Proactive monitoring for IP infringement. Singapore’s IP enforcement agency conducts enforcement raids based on information received from the IP owners, through anonymous tips, referrals from other agencies and the like.
Developing a global IP hub. The 10-year master plan recognized a window of opportunity for Singapore to become a hub for IP transactions and management, quality IP filings, and dispute resolution by leveraging its IP infrastructure, high-quality workforce, and strategic geographical location.
The Way Ahead
Asian countries should formulate effective policies and strategies that are responsive to current economic needs and build an IP ecosystem that supports greater creation, protection and exploitation of IP. They should seek to emulate Singapore’s successful implementation of IP rights policy and set up institutions that foster a strong and enforceable IP regime.
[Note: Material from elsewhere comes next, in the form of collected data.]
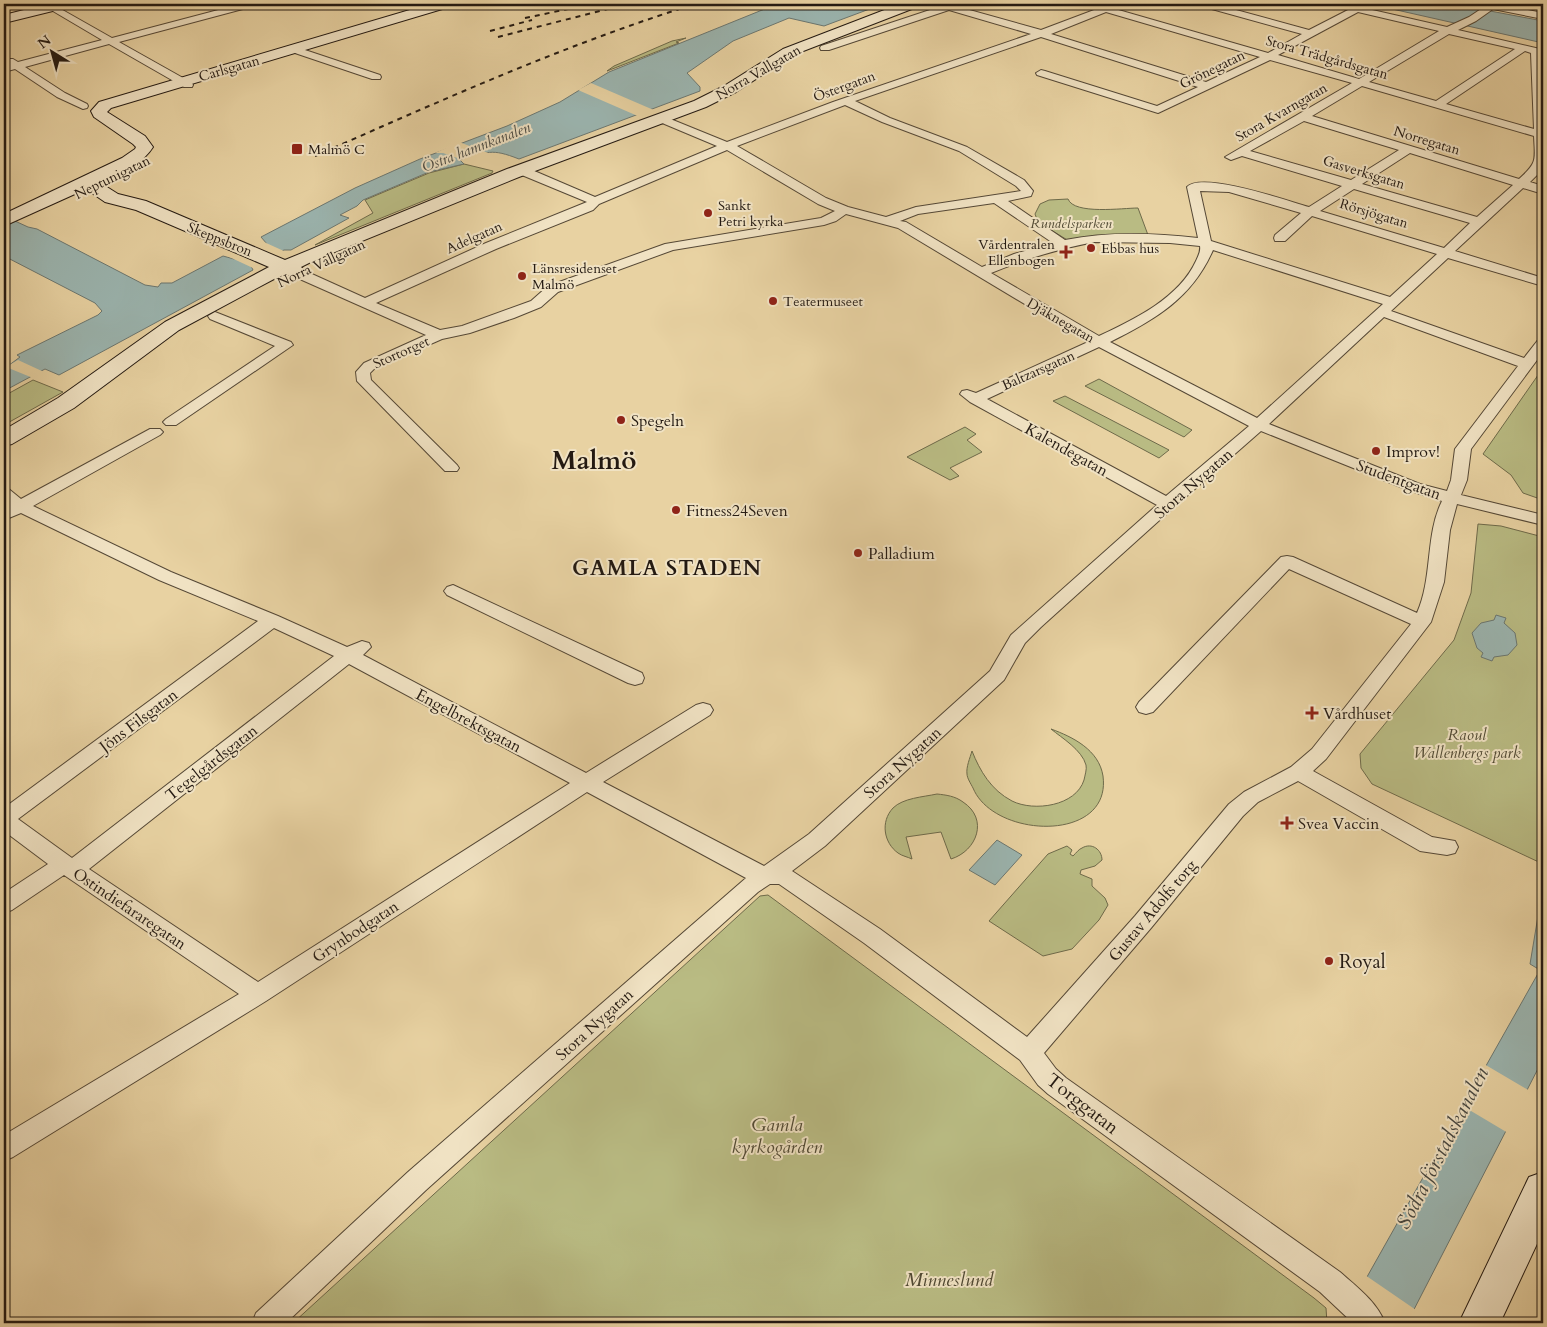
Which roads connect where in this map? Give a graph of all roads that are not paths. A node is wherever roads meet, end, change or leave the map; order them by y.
1 (251, 4) edge
2 (912, 4) edge
3 (938, 4) edge
4 (1118, 4) edge
5 (1204, 4) edge
6 (1335, 4) edge
7 (1478, 4) edge
8 (51, 5) edge
9 (432, 5) edge
10 (1490, 6) edge
11 (949, 7) junction
12 (1105, 9) junction
13 (1358, 9) junction
14 (4, 14) edge
15 (1543, 16) edge
16 (4, 19) edge
17 (1448, 30) junction
18 (1043, 34) junction
19 (1311, 34) junction
20 (112, 42) junction
21 (825, 48) dead end
22 (1523, 48) junction
23 (296, 51) junction
24 (1269, 56) junction
25 (4, 58) edge
26 (16, 66) junction
27 (4, 69) edge
28 (1041, 73) dead end
29 (381, 76) dead end
30 (1361, 83) junction
31 (185, 84) junction
32 (1207, 86) junction
33 (846, 101) junction
34 (1438, 104) junction
35 (106, 109) junction
36 (1303, 117) junction
37 (660, 118) junction
38 (1540, 134) junction
39 (1253, 145) junction
40 (726, 146) junction
41 (1408, 149) junction
42 (1236, 154) joint
43 (524, 172) junction
44 (1358, 181) junction
45 (96, 183) junction
46 (1520, 184) junction
47 (1193, 186) joint
48 (1543, 190) edge
49 (997, 199) junction
50 (595, 201) junction
51 (844, 210) junction
52 (1311, 211) junction
53 (885, 219) junction
54 (8, 222) edge
55 (1479, 222) junction
56 (1280, 238) dead end
57 (1206, 243) junction
58 (1063, 244) junction
59 (1448, 252) junction
60 (284, 266) junction
61 (982, 272) junction
62 (1543, 282) edge
63 (366, 302) junction
64 (1387, 307) junction
65 (215, 316) junction
66 (438, 335) junction
67 (1099, 342) junction
68 (1543, 343) edge
69 (1527, 364) junction
70 (970, 396) joint
71 (171, 422) dead end
72 (1260, 425) junction
73 (155, 432) dead end
74 (4, 439) edge
75 (4, 450) edge
76 (450, 468) dead end
77 (4, 493) edge
78 (1451, 498) junction
79 (1168, 504) junction
80 (20, 506) junction
81 (4, 515) edge
82 (1543, 520) edge
83 (453, 591) dead end
84 (272, 620) junction
85 (1422, 622) junction
86 (355, 651) junction
87 (635, 678) dead end
88 (1146, 707) dead end
89 (703, 710) dead end
90 (1290, 776) junction
91 (586, 783) junction
92 (4, 820) edge
93 (1447, 848) dead end
94 (69, 867) junction
95 (767, 876) junction
96 (4, 904) edge
97 (258, 994) junction
98 (1029, 1052) junction
99 (4, 1149) edge
100 (1543, 1190) edge
101 (266, 1323) edge
102 (1372, 1323) edge
103 (1480, 1323) edge

1 - 20 street
2 - 37 main road, Norra Vallgatan
3 - 11 street
4 - 12 street, Östergatan
5 - 19 street
6 - 13 street
7 - 10 street
8 - 14 main road
8 - 16 main road
8 - 20 street
9 - 23 main road, Carlsgatan
10 - 15 street
10 - 17 street
11 - 18 street
11 - 21 street, Norra Vallgatan
12 - 18 street, Östergatan
12 - 24 street, Stora Trädgårdsgatan
13 - 17 street
13 - 19 street, Grönegatan
17 - 22 street
17 - 30 street, Stora Kvarngatan
18 - 32 street
18 - 33 street, Östergatan
19 - 24 street, Grönegatan
20 - 26 street
20 - 31 street
22 - 34 street
22 - 38 street, Stora Nygatan
23 - 29 street
23 - 31 main road, Carlsgatan
24 - 30 street, Stora Trädgårdsgatan
24 - 32 street, Grönegatan
25 - 26 street
26 - 27 street
26 - 35 street
28 - 32 street, Grönegatan
30 - 34 street, Stora Trädgårdsgatan
30 - 36 street, Stora Kvarngatan
31 - 35 main road, Carlsgatan
33 - 40 street, Östergatan
33 - 49 street
34 - 38 street, Stora Trädgårdsgatan
35 - 45 main road, Neptunigatan
36 - 39 street, Stora Kvarngatan
36 - 41 street, Norregatan
37 - 40 street, Djäknegatan
37 - 43 main road, Norra Vallgatan
38 - 46 street, Stora Nygatan
39 - 42 street, Stora Kvarngatan
39 - 44 street, Gasverksgatan
40 - 50 street, Östergatan
40 - 51 street, Djäknegatan
41 - 44 street, Gasverksgatan
41 - 46 street, Norregatan
42 - 44 street, Gasverksgatan
43 - 50 street
43 - 60 main road, Norra Vallgatan
44 - 52 street
44 - 55 street, Gasverksgatan
45 - 54 main road, Neptunigatan
45 - 60 main road, Skeppsbron
46 - 48 street, Norregatan
46 - 55 street, Stora Nygatan
47 - 52 street, Rörsjögatan
47 - 57 street, Baltzarsgatan
49 - 53 street
49 - 58 street
50 - 63 street, Adelgatan
51 - 53 street, Djäknegatan
51 - 66 street, Stortorget
52 - 56 street
52 - 59 street, Rörsjögatan
53 - 61 street, Djäknegatan
55 - 59 street, Stora Nygatan
57 - 58 street
57 - 64 street
57 - 67 street, Baltzarsgatan
58 - 61 street
59 - 62 street, Rörsjögatan
59 - 64 street, Stora Nygatan
60 - 63 street
60 - 65 main road, Norra Vallgatan
60 - 74 main road, Norra Vallgatan
61 - 67 street, Djäknegatan
63 - 66 street
64 - 69 street
64 - 72 street, Stora Nygatan
65 - 71 street
65 - 75 main road, Norra Vallgatan
66 - 76 street, Stortorget
67 - 70 street, Baltzarsgatan
67 - 72 street, Djäknegatan
68 - 69 street, Gustav Adolfs torg
69 - 78 street, Gustav Adolfs torg
70 - 79 street, Kalendegatan
72 - 78 street, Studentgatan
72 - 79 street, Stora Nygatan
73 - 80 street
77 - 80 street, Engelbrektsgatan
78 - 82 street, Studentgatan
78 - 85 street, Gustav Adolfs torg
79 - 95 street, Stora Nygatan
80 - 81 street
80 - 84 street, Engelbrektsgatan
83 - 87 street
84 - 86 street, Engelbrektsgatan
84 - 92 street, Jöns Filsgatan
85 - 88 street
85 - 90 street, Gustav Adolfs torg
86 - 91 street, Engelbrektsgatan
86 - 94 street, Tegelgårdsgatan
89 - 91 street, Grynbodgatan
90 - 93 street
90 - 98 street, Gustav Adolfs torg
91 - 95 street, Engelbrektsgatan
91 - 97 street, Grynbodgatan
92 - 94 street, Ostindiefararegatan
94 - 96 street, Tegelgårdsgatan
94 - 97 street, Ostindiefararegatan
95 - 98 street, Torggatan
95 - 101 street, Stora Nygatan
97 - 99 street, Grynbodgatan
98 - 102 street, Torggatan
100 - 103 main road

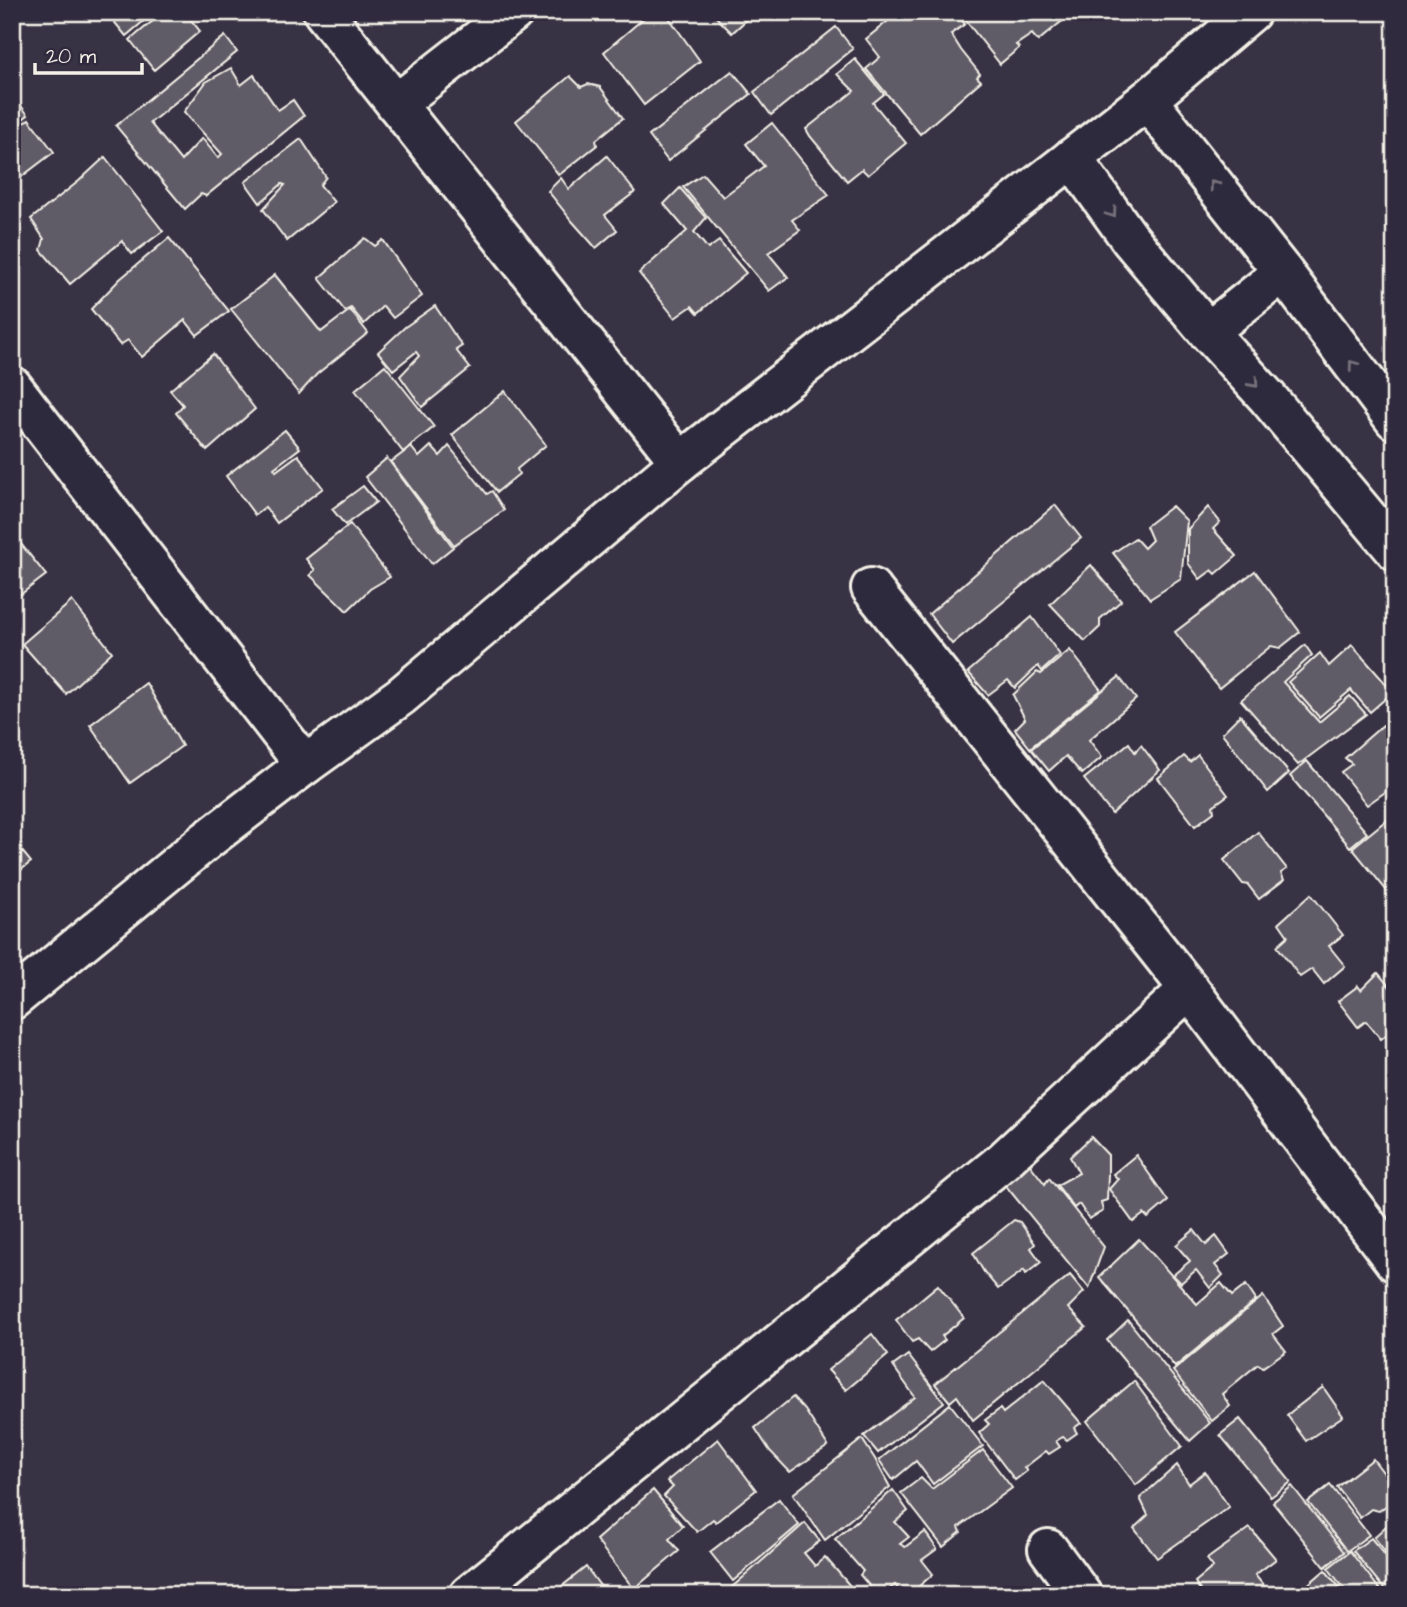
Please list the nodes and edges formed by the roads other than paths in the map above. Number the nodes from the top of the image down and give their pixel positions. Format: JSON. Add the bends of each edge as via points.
{"nodes":[{"id":1,"x":323,"y":12,"type":"edge"},
{"id":2,"x":514,"y":12,"type":"edge"},
{"id":3,"x":1251,"y":12,"type":"edge"},
{"id":4,"x":1147,"y":100,"type":"junction"},
{"id":5,"x":396,"y":104,"type":"junction"},
{"id":6,"x":1072,"y":158,"type":"junction"},
{"id":7,"x":1283,"y":272,"type":"junction"},
{"id":8,"x":1208,"y":332,"type":"junction"},
{"id":9,"x":12,"y":386,"type":"edge"},
{"id":10,"x":1395,"y":419,"type":"edge"},
{"id":11,"x":680,"y":462,"type":"junction"},
{"id":12,"x":1395,"y":550,"type":"edge"},
{"id":13,"x":871,"y":588,"type":"dead end"},
{"id":14,"x":305,"y":765,"type":"junction"},
{"id":15,"x":1189,"y":989,"type":"junction"},
{"id":16,"x":12,"y":1000,"type":"edge"},
{"id":17,"x":1395,"y":1262,"type":"edge"},
{"id":18,"x":1048,"y":1549,"type":"dead end"},
{"id":19,"x":469,"y":1595,"type":"edge"},
{"id":20,"x":1082,"y":1595,"type":"edge"}],
"edges":[{"from":1,"to":5,"type":"street"},
{"from":2,"to":5,"type":"street"},
{"from":3,"to":4,"type":"street"},
{"from":4,"to":6,"type":"street"},
{"from":7,"to":4,"type":"street","one_way":true},
{"from":5,"to":11,"type":"street"},
{"from":6,"to":8,"type":"street","one_way":true,"via":[[1130,239]]},
{"from":6,"to":11,"type":"street"},
{"from":7,"to":8,"type":"street"},
{"from":10,"to":7,"type":"street","one_way":true},
{"from":8,"to":12,"type":"street","one_way":true},
{"from":9,"to":14,"type":"street"},
{"from":11,"to":14,"type":"street","via":[[401,696]]},
{"from":13,"to":15,"type":"street"},
{"from":14,"to":16,"type":"street"},
{"from":15,"to":17,"type":"street"},
{"from":15,"to":19,"type":"street","via":[[1003,1161]]},
{"from":18,"to":20,"type":"street"}]}
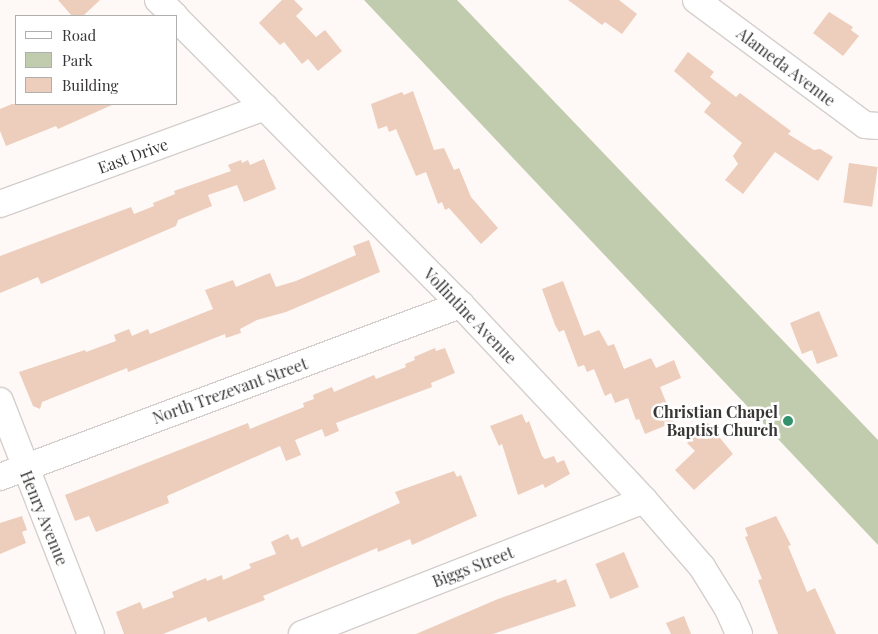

This in turn directly influences the quantity and quality of FDI inflows and attracts R&D-intensive investment into a country, thus leading to an innovation-based economy.
The failure to protect IP can have serious ramifications on technological innovation across developing countries in Asia. Investment—in terms of both capital and time—in R&D and innovation may not yield immediate results, particularly when competitors prefer choosing a shorter path to success. However, it is a surer path to success over the long term.